Tras el diagnóstico no quise centrarme en lo que me pasaría y sí en lo que me pasaba cada día, sin pensar en consecuencias. Pensamiento peligroso pero necesario en ese momento, ¿queréis saber qué experiencias me llevó a vivir esa mentalidad? Prácticamente casi todas, por no decir todas, me acercaron de manera peligrosa al sexo opuesto de una manera que antes no hubiera contemplado; llamarlo inseguridad, vergüenza, timidez… Así que me planté y me hice la pregunta: ¿por qué ponerme freno? Y descubrí unas emociones y respuestas ajenas a mí que nunca hubiera pensado. Casi todas comenzaron por redes sociales o incluso amistades formadas por grupos de amigos relativamente nuevos. Comenzar a ser consciente de cómo me miraban me hizo olvidar relaciones pasadas que no llevaron a ningún sitio excepto el conocimiento de cómo no querían que me quisieran. Y así aparecieron las miradas… pero aquella primera mirada profunda que pareció desnudarme, lo hizo en cuerpo y alma. Hizo que mi mundo dejara de girar y todo lo que había alrededor desapareciera al darme cuenta de que me veía como yo nunca lo había hecho. Su mirada. Sus palabras. Sus manos buscándome bajo la mesa, estrechando mi cintura al subir unas escaleras… Quise olvidarme de todo, pero por las noches, ¡ay, las noches! Su cuerpo sobre el mío sin que sus ojos dejaran de observarme como si yo fuera algo digno de admirar. Un algo convertido en persona deseosa de querer, tocar y hacer inolvidable.

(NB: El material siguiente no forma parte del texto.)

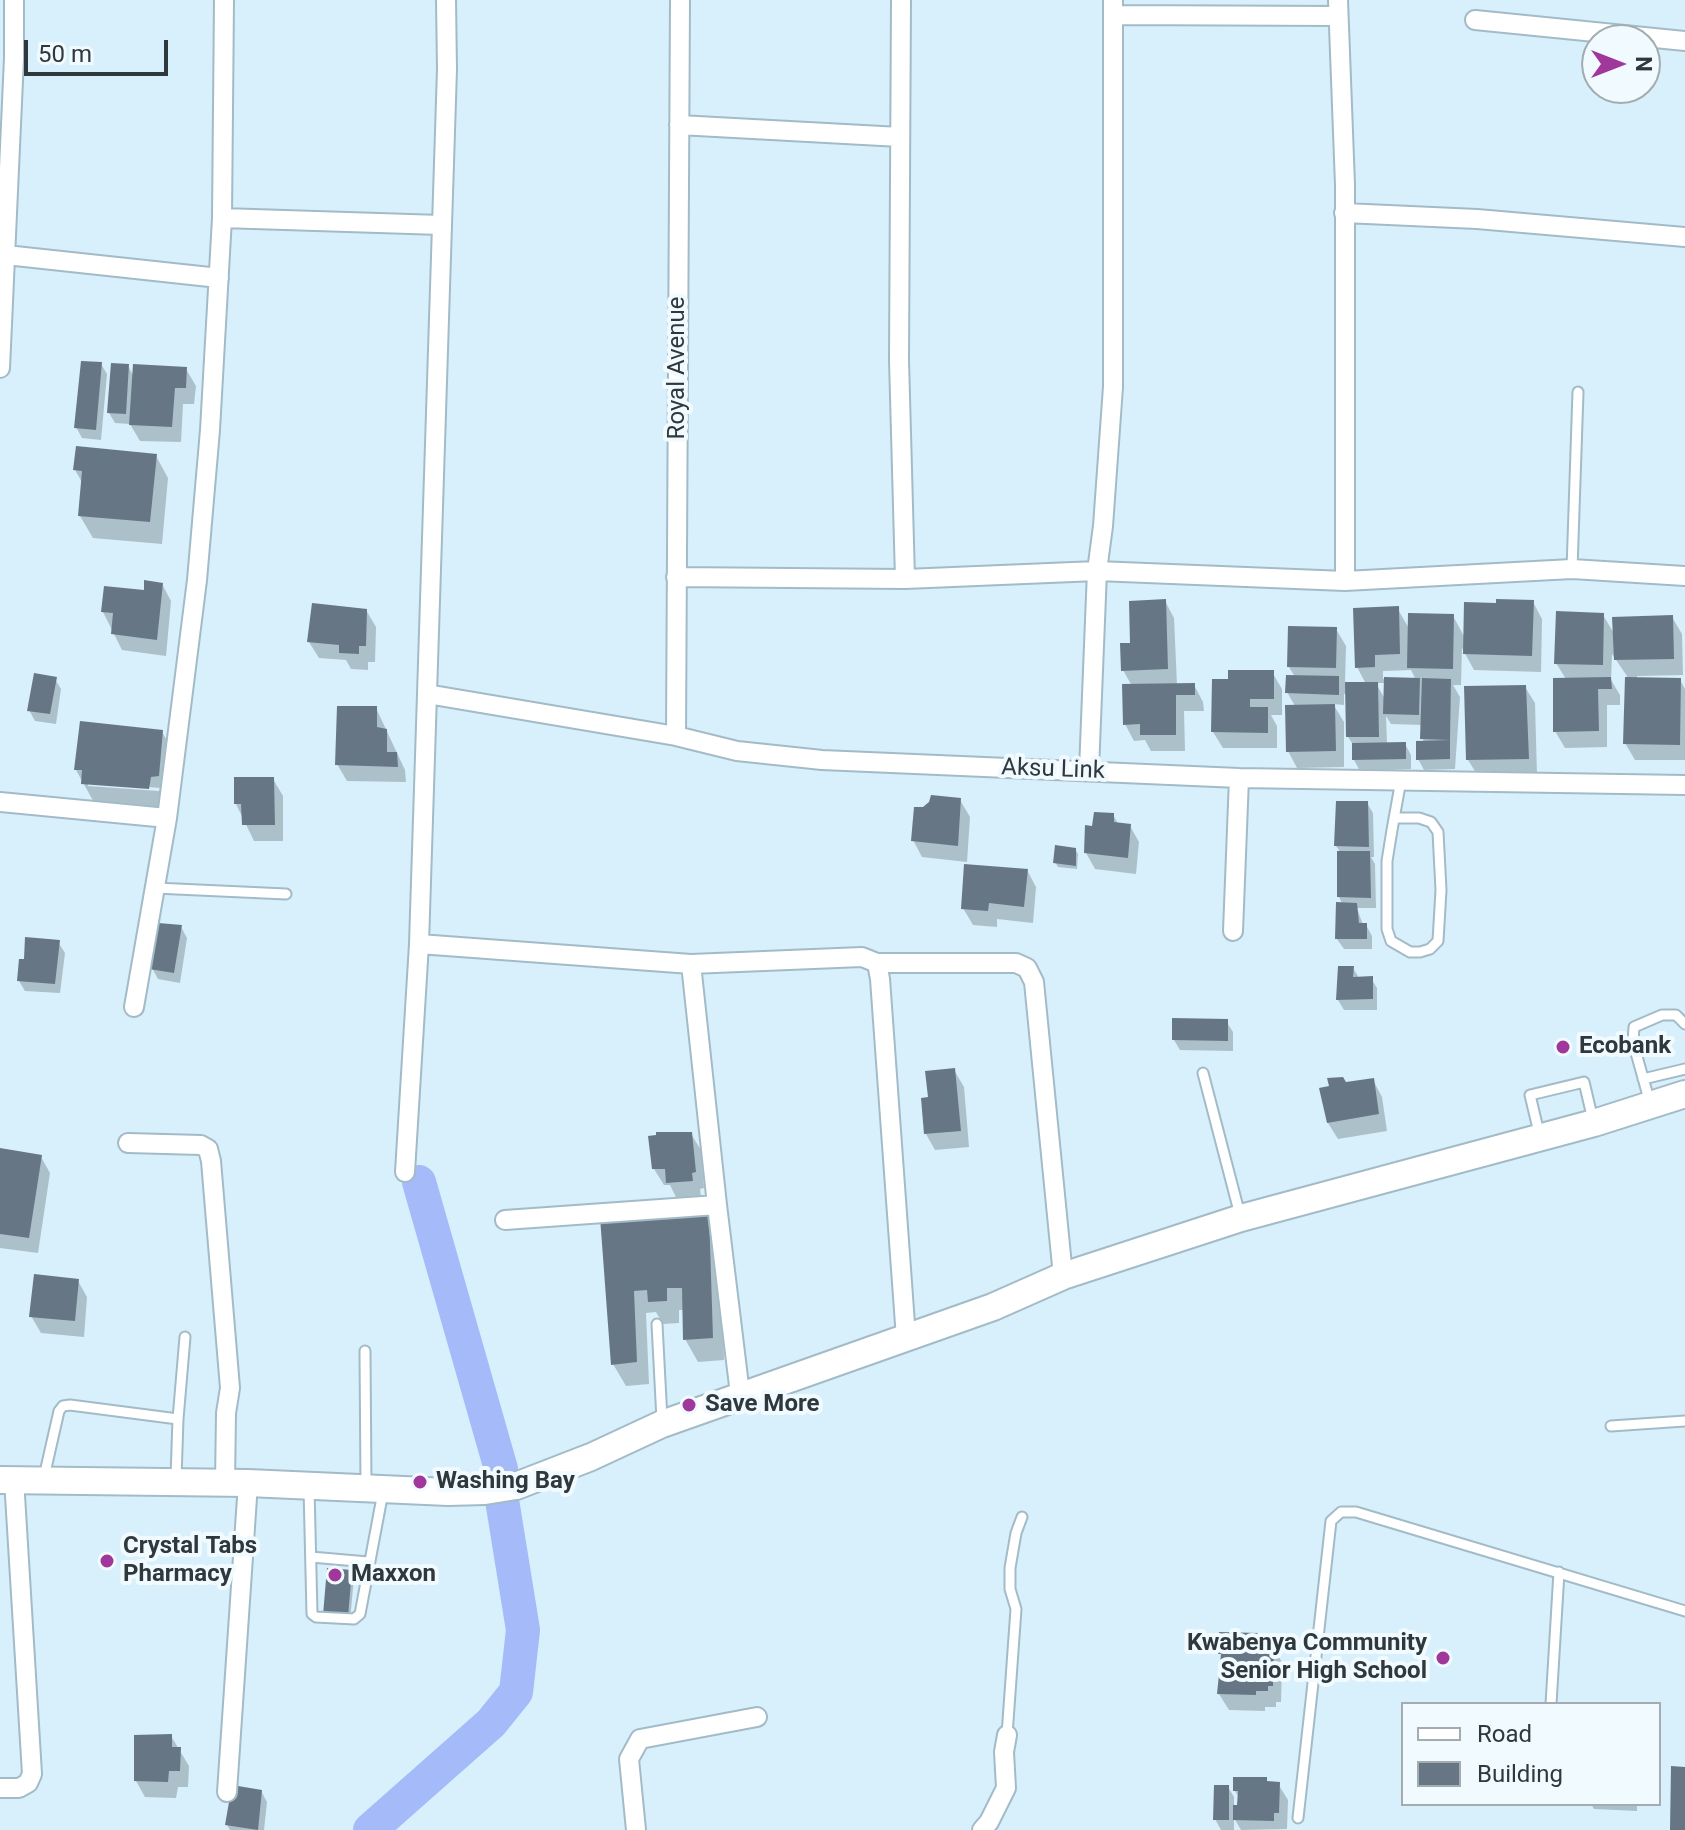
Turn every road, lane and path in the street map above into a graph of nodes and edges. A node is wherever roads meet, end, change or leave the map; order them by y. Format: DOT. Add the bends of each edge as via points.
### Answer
graph roads {
  1 [pos="14,0"];
  2 [pos="224,0"];
  3 [pos="446,0"];
  4 [pos="680,0"];
  5 [pos="901,0"];
  6 [pos="1113,8"];
  7 [pos="1338,8"];
  8 [pos="1475,20"];
  9 [pos="1685,41"];
  10 [pos="7,58"];
  11 [pos="679,125"];
  12 [pos="900,137"];
  13 [pos="1344,213"];
  14 [pos="222,218"];
  15 [pos="441,225"];
  16 [pos="1685,237"];
  17 [pos="6,255"];
  18 [pos="219,278"];
  19 [pos="0,368"];
  20 [pos="1578,392"];
  21 [pos="1572,569"];
  22 [pos="1097,571"];
  23 [pos="1685,576"];
  24 [pos="676,577"];
  25 [pos="905,579"];
  26 [pos="1345,581"];
  27 [pos="427,694"];
  28 [pos="676,736"];
  29 [pos="1089,770"];
  30 [pos="1239,778"];
  31 [pos="1401,780"];
  32 [pos="1685,785"];
  33 [pos="0,802"];
  34 [pos="167,818"];
  35 [pos="1394,818"];
  36 [pos="155,888"];
  37 [pos="286,894"];
  38 [pos="1233,931"];
  39 [pos="419,944"];
  40 [pos="877,963"];
  41 [pos="691,964"];
  42 [pos="134,1007"];
  43 [pos="1685,1024"];
  44 [pos="1685,1069"];
  45 [pos="1203,1073"];
  46 [pos="1647,1092"];
  47 [pos="1685,1094"];
  48 [pos="1594,1123"];
  49 [pos="1541,1138"];
  50 [pos="128,1143"];
  51 [pos="405,1172"];
  52 [pos="717,1205"];
  53 [pos="1241,1218"];
  54 [pos="505,1220"];
  55 [pos="1063,1276"];
  56 [pos="657,1324"];
  57 [pos="185,1337"];
  58 [pos="906,1338"];
  59 [pos="365,1351"];
  60 [pos="740,1394"];
  61 [pos="178,1419"];
  62 [pos="1685,1421"];
  63 [pos="662,1424"];
  64 [pos="1611,1426"];
  65 [pos="7,1479"];
  66 [pos="44,1480"];
  67 [pos="176,1483"];
  68 [pos="237,1483"];
  69 [pos="309,1486"];
  70 [pos="375,1489"];
  71 [pos="1022,1517"];
  72 [pos="311,1557"];
  73 [pos="368,1562"];
  74 [pos="1559,1572"];
  75 [pos="1685,1611"];
  76 [pos="1551,1702"];
  77 [pos="757,1717"];
  78 [pos="1007,1735"];
  79 [pos="0,1788"];
  80 [pos="227,1792"];
  81 [pos="1298,1818"];
  82 [pos="636,1830"];
  83 [pos="982,1830"];
  1 -- 10 [label="street"];
  2 -- 14 [label="street"];
  3 -- 15 [label="street"];
  4 -- 11 [label="street, Royal Avenue"];
  5 -- 12 [label="street"];
  6 -- 7 [label="street"];
  6 -- 22 [label="street" via="1113,387"];
  7 -- 13 [label="street"];
  8 -- 9 [label="street"];
  10 -- 17 [label="street"];
  11 -- 12 [label="street"];
  11 -- 24 [label="street, Royal Avenue"];
  12 -- 25 [label="street"];
  13 -- 16 [label="street"];
  13 -- 26 [label="street"];
  14 -- 15 [label="street"];
  14 -- 18 [label="street"];
  15 -- 27 [label="street"];
  17 -- 18 [label="street"];
  17 -- 19 [label="street"];
  18 -- 34 [label="street" via="197,580"];
  20 -- 21 [label="lane"];
  21 -- 23 [label="street"];
  21 -- 26 [label="street"];
  22 -- 25 [label="street"];
  22 -- 26 [label="street"];
  22 -- 29 [label="street"];
  24 -- 25 [label="street"];
  24 -- 28 [label="street, Royal Avenue"];
  27 -- 28 [label="street, Aksu Link"];
  27 -- 39 [label="street"];
  28 -- 29 [label="street, Aksu Link" via="792,758"];
  29 -- 30 [label="street, Aksu Link"];
  30 -- 31 [label="street, Aksu Link"];
  30 -- 38 [label="street"];
  31 -- 32 [label="street, Aksu Link"];
  31 -- 35 [label="lane"];
  33 -- 34 [label="street"];
  34 -- 36 [label="street"];
  35 -- 35 [label="lane" via="1419,818 1438,832 1438,941 1420,952 1391,941 1387,929 1387,861"];
  36 -- 37 [label="lane"];
  36 -- 42 [label="street"];
  39 -- 41 [label="street"];
  39 -- 51 [label="street"];
  40 -- 41 [label="street" via="862,957"];
  40 -- 55 [label="street" via="1016,963 1027,968 1034,982"];
  40 -- 58 [label="street"];
  41 -- 52 [label="street"];
  43 -- 46 [label="lane" via="1676,1015 1662,1015 1634,1027"];
  44 -- 46 [label="lane"];
  45 -- 53 [label="lane"];
  46 -- 47 [label="main road"];
  46 -- 48 [label="main road"];
  48 -- 49 [label="main road"];
  48 -- 49 [label="lane" via="1584,1082 1530,1095"];
  49 -- 53 [label="main road"];
  50 -- 68 [label="street" via="208,1149 230,1388 226,1413"];
  52 -- 54 [label="street"];
  52 -- 60 [label="street"];
  53 -- 55 [label="main road"];
  55 -- 58 [label="main road"];
  56 -- 63 [label="lane"];
  57 -- 61 [label="lane"];
  58 -- 60 [label="main road"];
  59 -- 70 [label="lane"];
  60 -- 63 [label="main road"];
  61 -- 66 [label="lane" via="63,1406"];
  61 -- 67 [label="lane"];
  62 -- 64 [label="lane"];
  63 -- 70 [label="main road" via="516,1486 473,1491"];
  65 -- 66 [label="main road"];
  65 -- 79 [label="street" via="32,1774 19,1788"];
  66 -- 67 [label="main road"];
  67 -- 68 [label="main road"];
  68 -- 69 [label="main road"];
  68 -- 80 [label="street"];
  69 -- 70 [label="main road"];
  69 -- 72 [label="lane"];
  70 -- 73 [label="lane"];
  71 -- 78 [label="lane" via="1010,1568 1016,1609"];
  72 -- 73 [label="lane"];
  72 -- 73 [label="lane" via="310,1608 316,1617 358,1618"];
  74 -- 75 [label="lane"];
  74 -- 76 [label="lane"];
  74 -- 81 [label="lane" via="1356,1512 1341,1512 1331,1521"];
  77 -- 82 [label="street" via="640,1739 629,1759"];
  78 -- 83 [label="street" via="1006,1788"];
}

Sus manos me acariciaban como si me fuera a romper o quisiera recomponerme por todo el posible daño sufrido, ¡y vaya si lo hacía! Sus masculinas manos conseguían envolver mi cuerpo, mis senos, mientras su lengua al fin se encontró con la mía al mismo tiempo que el movimiento de sus caderas conseguían hacerme vibrar y sentir cómo su sexo se endurecía cada vez más haciéndome sentir plena, querida y deseada. Un deseo que solo él era capaz de transmitirme. Sus jadeos se aceleraron, hicieron roncos e introdujeron a través de mis oídos haciéndome sentir más que plena, completa y abarrotada de sentimientos para mayores de edad.

Al despertar todo vibraba en mi interior aunque él no estuviera y el vacío de mi habitación pareciera reírse de mí. Mis dedos tenían envidia de lo que él me provocaba en mi subconsciente y fueron directos a sentir la humedad que el aún me provocaba para que el silencio de mi habitación, fuera menguado por mis gemidos que paladeaban su nombre, su mirada, sus manos… Su todo. Aún extrañándole, extrañándome a mí misma por lo que su ausencia provocaba en mí y las ansias eternas de sentir sus manos, le pienso para que extrañar no duela.